Dataset records
—————

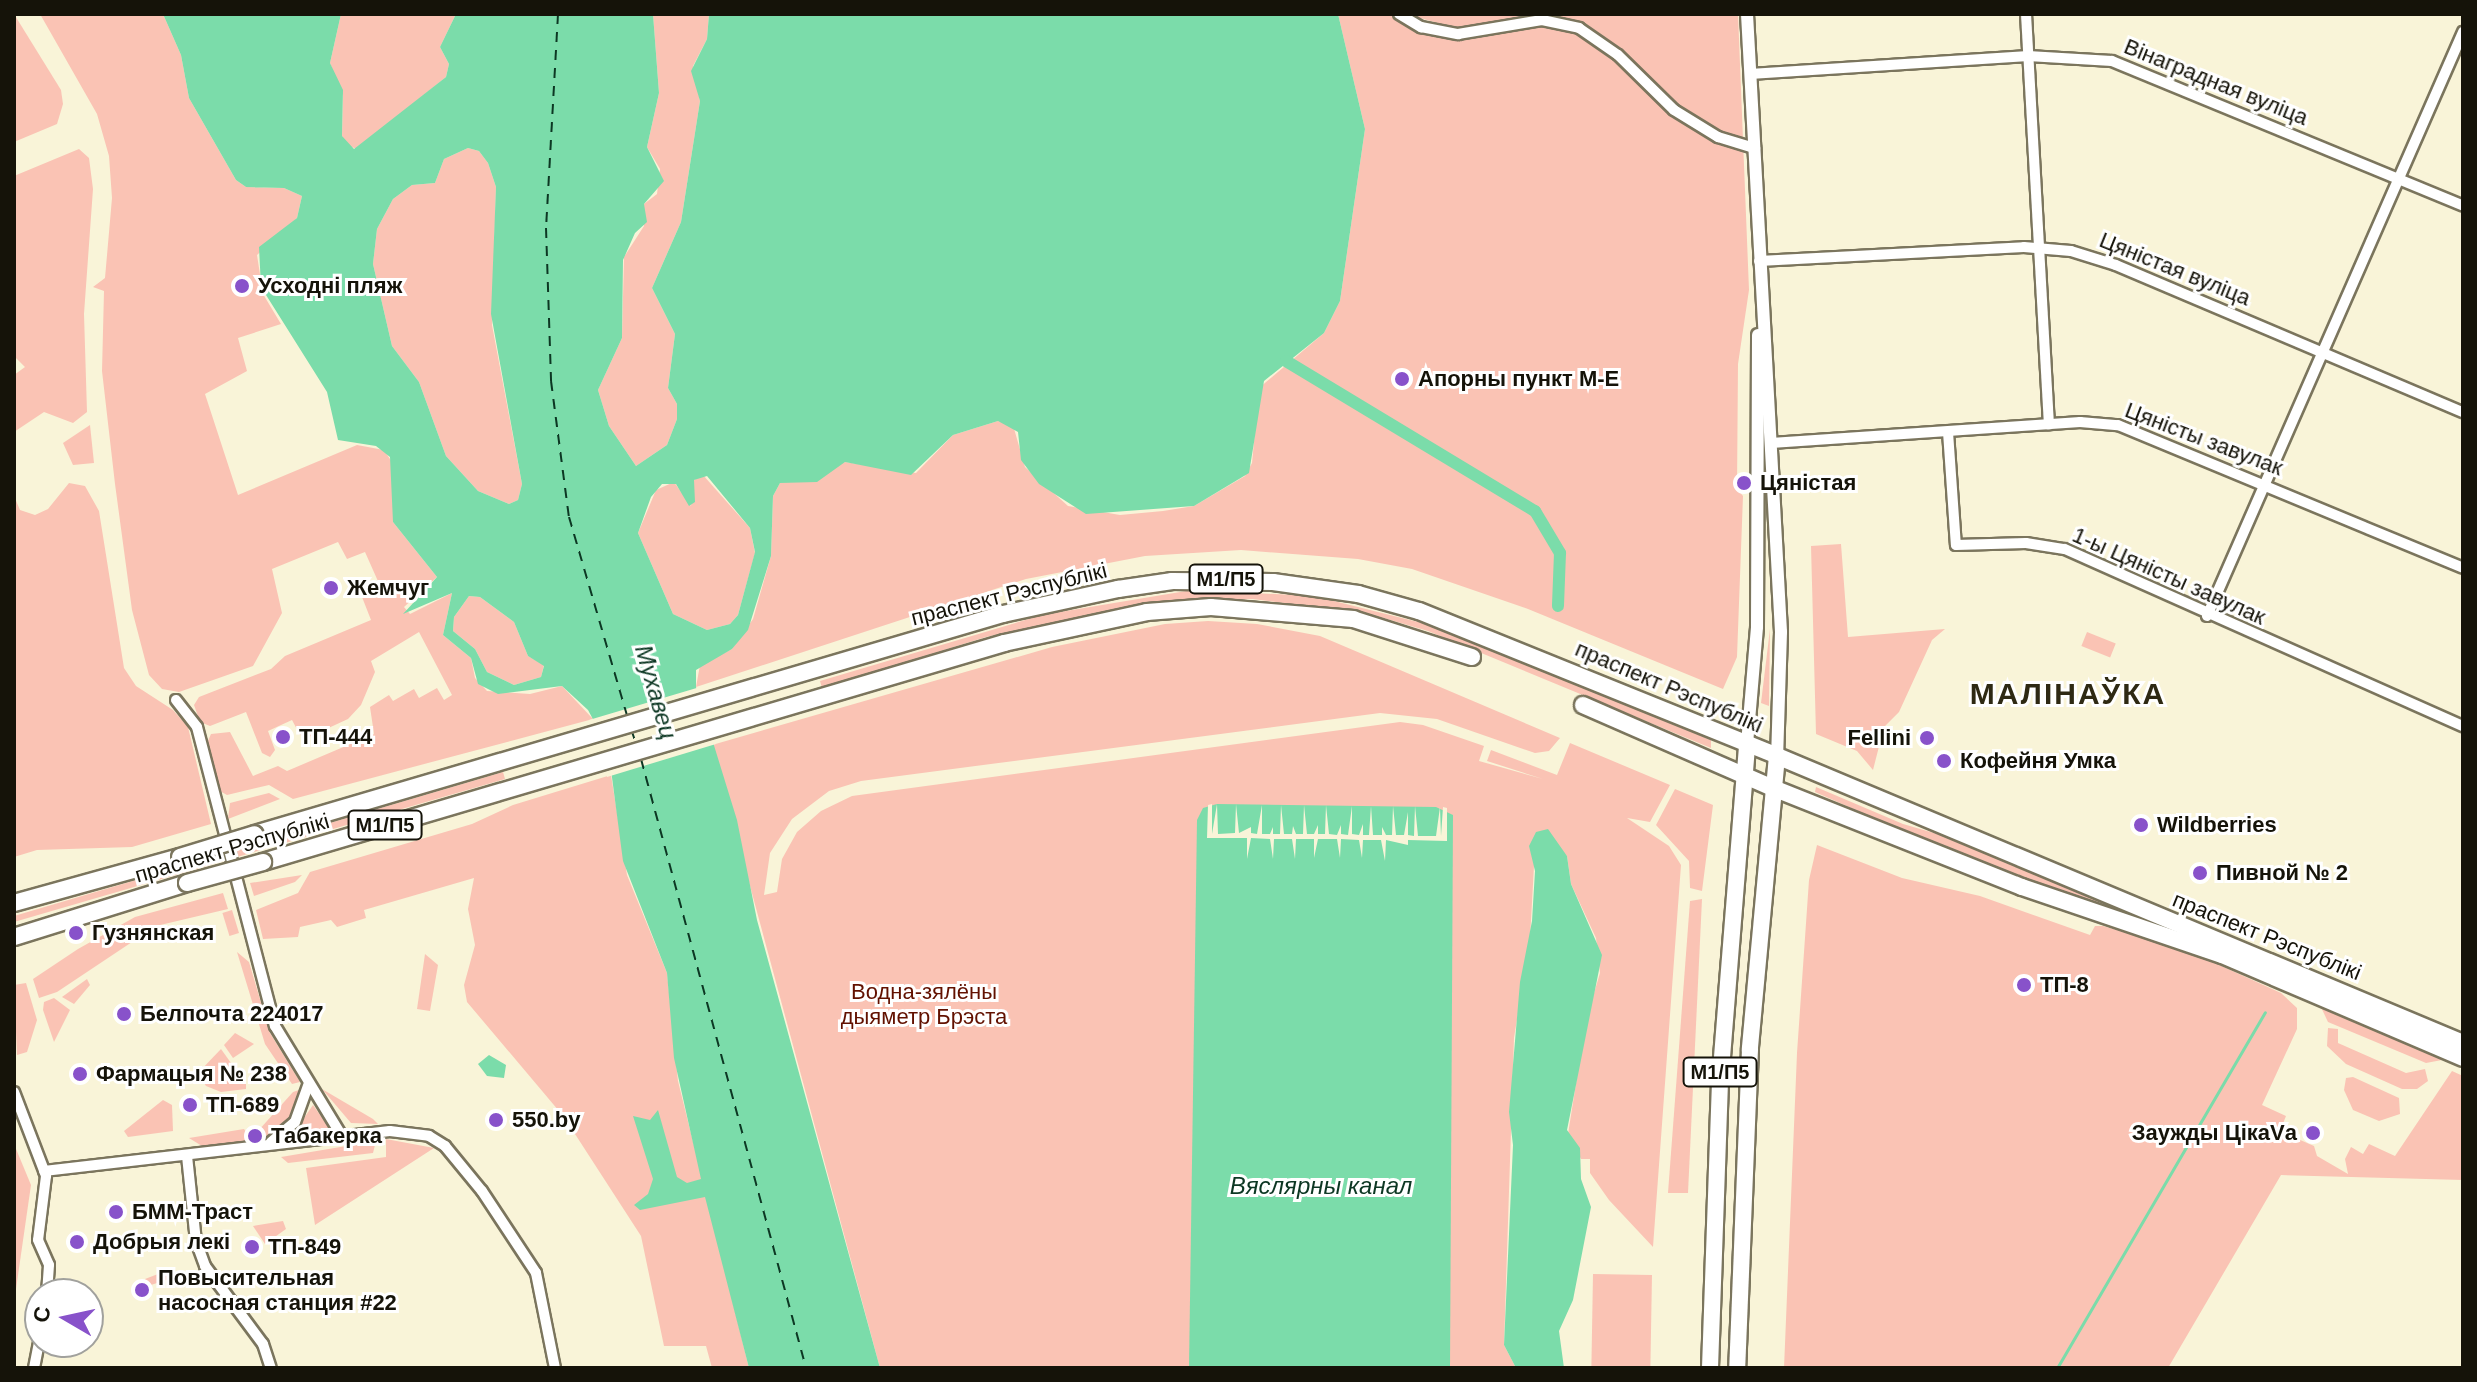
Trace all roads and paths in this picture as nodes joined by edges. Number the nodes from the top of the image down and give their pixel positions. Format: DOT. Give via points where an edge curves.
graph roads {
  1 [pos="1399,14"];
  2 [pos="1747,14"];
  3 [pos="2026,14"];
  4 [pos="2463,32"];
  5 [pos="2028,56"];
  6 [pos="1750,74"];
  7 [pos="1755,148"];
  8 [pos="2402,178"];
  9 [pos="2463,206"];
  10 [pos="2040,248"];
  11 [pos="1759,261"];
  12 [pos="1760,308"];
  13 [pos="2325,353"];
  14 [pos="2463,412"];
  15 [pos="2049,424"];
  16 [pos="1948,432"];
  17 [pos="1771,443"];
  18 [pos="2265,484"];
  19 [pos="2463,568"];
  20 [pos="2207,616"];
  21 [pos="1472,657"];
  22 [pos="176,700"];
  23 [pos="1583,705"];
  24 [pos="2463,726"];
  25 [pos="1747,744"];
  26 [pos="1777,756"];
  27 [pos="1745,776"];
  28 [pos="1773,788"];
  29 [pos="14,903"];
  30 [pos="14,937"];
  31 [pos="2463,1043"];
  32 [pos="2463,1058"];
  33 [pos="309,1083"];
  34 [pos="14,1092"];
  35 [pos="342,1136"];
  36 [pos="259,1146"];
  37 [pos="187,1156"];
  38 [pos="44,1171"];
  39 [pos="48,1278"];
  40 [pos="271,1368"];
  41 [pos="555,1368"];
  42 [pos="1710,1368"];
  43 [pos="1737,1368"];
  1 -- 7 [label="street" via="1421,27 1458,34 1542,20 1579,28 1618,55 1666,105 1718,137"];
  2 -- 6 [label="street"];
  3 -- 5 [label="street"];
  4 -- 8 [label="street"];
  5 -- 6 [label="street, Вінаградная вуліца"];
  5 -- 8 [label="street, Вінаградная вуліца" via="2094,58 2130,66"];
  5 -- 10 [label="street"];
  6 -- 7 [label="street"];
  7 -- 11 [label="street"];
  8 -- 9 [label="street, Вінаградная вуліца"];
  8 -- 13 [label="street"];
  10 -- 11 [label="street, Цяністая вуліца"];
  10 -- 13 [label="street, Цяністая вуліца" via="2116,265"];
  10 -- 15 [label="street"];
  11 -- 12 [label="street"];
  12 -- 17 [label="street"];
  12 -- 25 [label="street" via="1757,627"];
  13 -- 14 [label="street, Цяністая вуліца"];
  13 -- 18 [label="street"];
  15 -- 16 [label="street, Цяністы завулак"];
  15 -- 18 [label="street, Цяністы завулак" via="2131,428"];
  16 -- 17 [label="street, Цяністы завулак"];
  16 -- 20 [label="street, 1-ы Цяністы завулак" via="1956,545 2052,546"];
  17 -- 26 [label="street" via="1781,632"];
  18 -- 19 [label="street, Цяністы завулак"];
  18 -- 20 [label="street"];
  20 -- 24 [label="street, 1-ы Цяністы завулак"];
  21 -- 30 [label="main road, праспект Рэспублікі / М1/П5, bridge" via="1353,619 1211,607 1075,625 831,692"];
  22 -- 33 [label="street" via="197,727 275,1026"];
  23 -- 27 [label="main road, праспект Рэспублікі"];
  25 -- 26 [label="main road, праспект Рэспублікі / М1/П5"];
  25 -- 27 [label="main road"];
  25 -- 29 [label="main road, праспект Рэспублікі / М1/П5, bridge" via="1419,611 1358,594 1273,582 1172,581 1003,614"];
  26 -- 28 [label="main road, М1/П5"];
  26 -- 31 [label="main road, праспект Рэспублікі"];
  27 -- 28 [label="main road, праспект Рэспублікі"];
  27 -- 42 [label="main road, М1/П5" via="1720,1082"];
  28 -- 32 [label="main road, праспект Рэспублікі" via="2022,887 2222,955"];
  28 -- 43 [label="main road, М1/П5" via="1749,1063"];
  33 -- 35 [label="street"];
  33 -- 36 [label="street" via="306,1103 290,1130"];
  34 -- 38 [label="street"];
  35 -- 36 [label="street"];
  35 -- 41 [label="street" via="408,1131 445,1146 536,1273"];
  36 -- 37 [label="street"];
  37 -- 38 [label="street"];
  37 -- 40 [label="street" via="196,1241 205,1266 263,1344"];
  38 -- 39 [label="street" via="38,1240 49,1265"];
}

—————

» Task item:
Each record is to be copied word for word, with no images carried over.

» Solution for this exercise:
Trace all roads and paths in this picture as nodes joined by edges. Number the nodes from the top of the image down and give their pixel positions. Format: DOT. Give via points where an edge curves.
graph roads {
  1 [pos="1399,14"];
  2 [pos="1747,14"];
  3 [pos="2026,14"];
  4 [pos="2463,32"];
  5 [pos="2028,56"];
  6 [pos="1750,74"];
  7 [pos="1755,148"];
  8 [pos="2402,178"];
  9 [pos="2463,206"];
  10 [pos="2040,248"];
  11 [pos="1759,261"];
  12 [pos="1760,308"];
  13 [pos="2325,353"];
  14 [pos="2463,412"];
  15 [pos="2049,424"];
  16 [pos="1948,432"];
  17 [pos="1771,443"];
  18 [pos="2265,484"];
  19 [pos="2463,568"];
  20 [pos="2207,616"];
  21 [pos="1472,657"];
  22 [pos="176,700"];
  23 [pos="1583,705"];
  24 [pos="2463,726"];
  25 [pos="1747,744"];
  26 [pos="1777,756"];
  27 [pos="1745,776"];
  28 [pos="1773,788"];
  29 [pos="14,903"];
  30 [pos="14,937"];
  31 [pos="2463,1043"];
  32 [pos="2463,1058"];
  33 [pos="309,1083"];
  34 [pos="14,1092"];
  35 [pos="342,1136"];
  36 [pos="259,1146"];
  37 [pos="187,1156"];
  38 [pos="44,1171"];
  39 [pos="48,1278"];
  40 [pos="271,1368"];
  41 [pos="555,1368"];
  42 [pos="1710,1368"];
  43 [pos="1737,1368"];
  1 -- 7 [label="street" via="1421,27 1458,34 1542,20 1579,28 1618,55 1666,105 1718,137"];
  2 -- 6 [label="street"];
  3 -- 5 [label="street"];
  4 -- 8 [label="street"];
  5 -- 6 [label="street, Вінаградная вуліца"];
  5 -- 8 [label="street, Вінаградная вуліца" via="2094,58 2130,66"];
  5 -- 10 [label="street"];
  6 -- 7 [label="street"];
  7 -- 11 [label="street"];
  8 -- 9 [label="street, Вінаградная вуліца"];
  8 -- 13 [label="street"];
  10 -- 11 [label="street, Цяністая вуліца"];
  10 -- 13 [label="street, Цяністая вуліца" via="2116,265"];
  10 -- 15 [label="street"];
  11 -- 12 [label="street"];
  12 -- 17 [label="street"];
  12 -- 25 [label="street" via="1757,627"];
  13 -- 14 [label="street, Цяністая вуліца"];
  13 -- 18 [label="street"];
  15 -- 16 [label="street, Цяністы завулак"];
  15 -- 18 [label="street, Цяністы завулак" via="2131,428"];
  16 -- 17 [label="street, Цяністы завулак"];
  16 -- 20 [label="street, 1-ы Цяністы завулак" via="1956,545 2052,546"];
  17 -- 26 [label="street" via="1781,632"];
  18 -- 19 [label="street, Цяністы завулак"];
  18 -- 20 [label="street"];
  20 -- 24 [label="street, 1-ы Цяністы завулак"];
  21 -- 30 [label="main road, праспект Рэспублікі / М1/П5, bridge" via="1353,619 1211,607 1075,625 831,692"];
  22 -- 33 [label="street" via="197,727 275,1026"];
  23 -- 27 [label="main road, праспект Рэспублікі"];
  25 -- 26 [label="main road, праспект Рэспублікі / М1/П5"];
  25 -- 27 [label="main road"];
  25 -- 29 [label="main road, праспект Рэспублікі / М1/П5, bridge" via="1419,611 1358,594 1273,582 1172,581 1003,614"];
  26 -- 28 [label="main road, М1/П5"];
  26 -- 31 [label="main road, праспект Рэспублікі"];
  27 -- 28 [label="main road, праспект Рэспублікі"];
  27 -- 42 [label="main road, М1/П5" via="1720,1082"];
  28 -- 32 [label="main road, праспект Рэспублікі" via="2022,887 2222,955"];
  28 -- 43 [label="main road, М1/П5" via="1749,1063"];
  33 -- 35 [label="street"];
  33 -- 36 [label="street" via="306,1103 290,1130"];
  34 -- 38 [label="street"];
  35 -- 36 [label="street"];
  35 -- 41 [label="street" via="408,1131 445,1146 536,1273"];
  36 -- 37 [label="street"];
  37 -- 38 [label="street"];
  37 -- 40 [label="street" via="196,1241 205,1266 263,1344"];
  38 -- 39 [label="street" via="38,1240 49,1265"];
}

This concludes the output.